# Seawolf Park



## stros00 (Sep 19, 2006)

As flounder season is approaching, i can not wait to head down to the Seawolf area to get me a saddle blanket. Since the park is closed, does anyone know where might be a good spot or when the park will reopen?

Thanks!


----------



## fishingmanreggie (Nov 12, 2006)

I'm wondering the same thing. Boy, I bet the mosquitos will be thick.


----------



## moganman (Mar 30, 2006)

LOL! Seawolf is a good spot, but they went up on the price and I heard it would be 15 bucks a piece. Cross the ferry and wade on the second street after exiting the ferry on the left. Lil fishies double rigged work good. With fishing pressure light now, I bet there will be an abundance of saddles ready to eat my bait.


----------



## speckfisher (Apr 11, 2006)

Is the ferry open again?


----------



## moganman (Mar 30, 2006)

No, but lets just hope it's back up and running by next month around World Series time.


----------



## Mud Cat (Feb 23, 2005)

I hardly ever go over to seawolf. I catch my Flatties over on Dollar Point. There is not near the pressure over there and I almost always put some good ones in the basket.
I'm not sure if they have opened skyline drive back up yet.


----------



## stros00 (Sep 19, 2006)

So once off the ferry, take a left on the 2nd street? Any information on the area? (holes, mud, etc..)

Thanks!


----------



## wmac (Nov 3, 2005)

I've been itching to get down to Pelican myself. I used to wait until the end of October to start flounder fishing, but last year started going in late September and did well. Anyone know when they'll start letting people other then residents go into Galveston?


----------



## wmac (Nov 3, 2005)

stros00 said:


> So once off the ferry, take a left on the 2nd street? Any information on the area? (holes, mud, etc..)
> 
> Thanks!


If its the spot im thinking of, just drive on the beach towards the sunken barge. Fish as close to the barge as possible, but be careful there are some deep holes and a lot of rocks....U can even get up on the barge and just drop your line over the side. I sat there 2 years ago and watched 2 Asian guys catch about 30 doing that


----------



## moganman (Mar 30, 2006)

I think the name of the street is Frenchtown. Take that left and there's a little bridge right there. Wade to the right. Don't get too close to the bridge because I think there's a drop off. The bottom is mixed mud and shell so you do get hung sometimes. Across the ferry you'll find alot of places to fish for flounder. Just try to find some water that has bait and a good drop off that sets up ambushing opportunities for fish.


----------



## deano77511 (Feb 2, 2005)

Whats up with the curfew on the island now?


----------



## MEGABITE (May 21, 2004)

Did Ike blow down all those ridiculous no parking signs outside of Seawolf?


----------



## johnmyjohn (Aug 6, 2006)

MEGABITE said:


> Did Ike blow down all those ridiculous no parking signs outside of Seawolf?

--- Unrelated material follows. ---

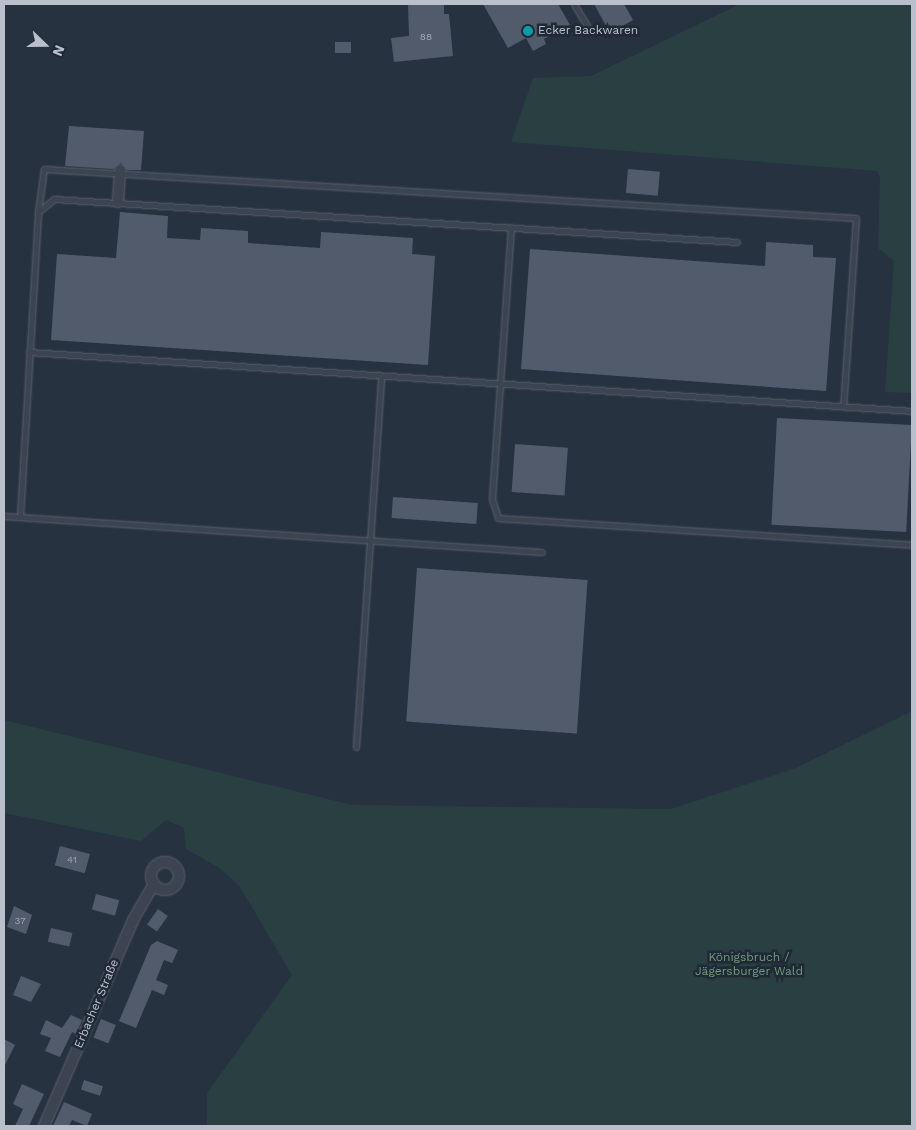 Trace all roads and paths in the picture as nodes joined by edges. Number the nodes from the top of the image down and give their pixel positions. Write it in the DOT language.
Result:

 If you could park on the side of the road who would pay to park in the parking lot? Always an angle to your wallet. I could almost bet that those signs are the only thing that didn't blow away.


----------



## deano77511 (Feb 2, 2005)

ok no curfew i guess!


----------



## dbarham (Aug 13, 2005)

johnmyjohn said:


> If you could park on the side of the road who would pay to park in the parking lot? Always an angle to your wallet. I could almost bet that those signs are the only thing that didn't blow away.


 i f you park there leave nothing in your car they will rob it!


----------



## Snake (Aug 5, 2005)

deano you ready to smoke some flatties?


----------



## deano77511 (Feb 2, 2005)

You no it,drive by so i can wave.


----------



## Ethan Hunt (Dec 7, 2007)

moganman said:


> I think the name of the street is Frenchtown. Take that left and there's a little bridge right there. Wade to the right. Don't get too close to the bridge because I think there's a drop off. The bottom is mixed mud and shell so you do get hung sometimes. Across the ferry you'll find alot of places to fish for flounder. Just try to find some water that has bait and a good drop off that sets up ambushing opportunities for fish.


i think you meant wade to the LEFT at the bridge? To the right is horseshoe lake, which is a very very shallow lake except right in front of that bridge.


----------



## rickeylab (May 8, 2006)

try the ditch(lagoon).


----------



## dbarham (Aug 13, 2005)

Snake said:


> deano you ready to smoke some flatties?


 i tried to smoke one once i couldnt keep it lit!


----------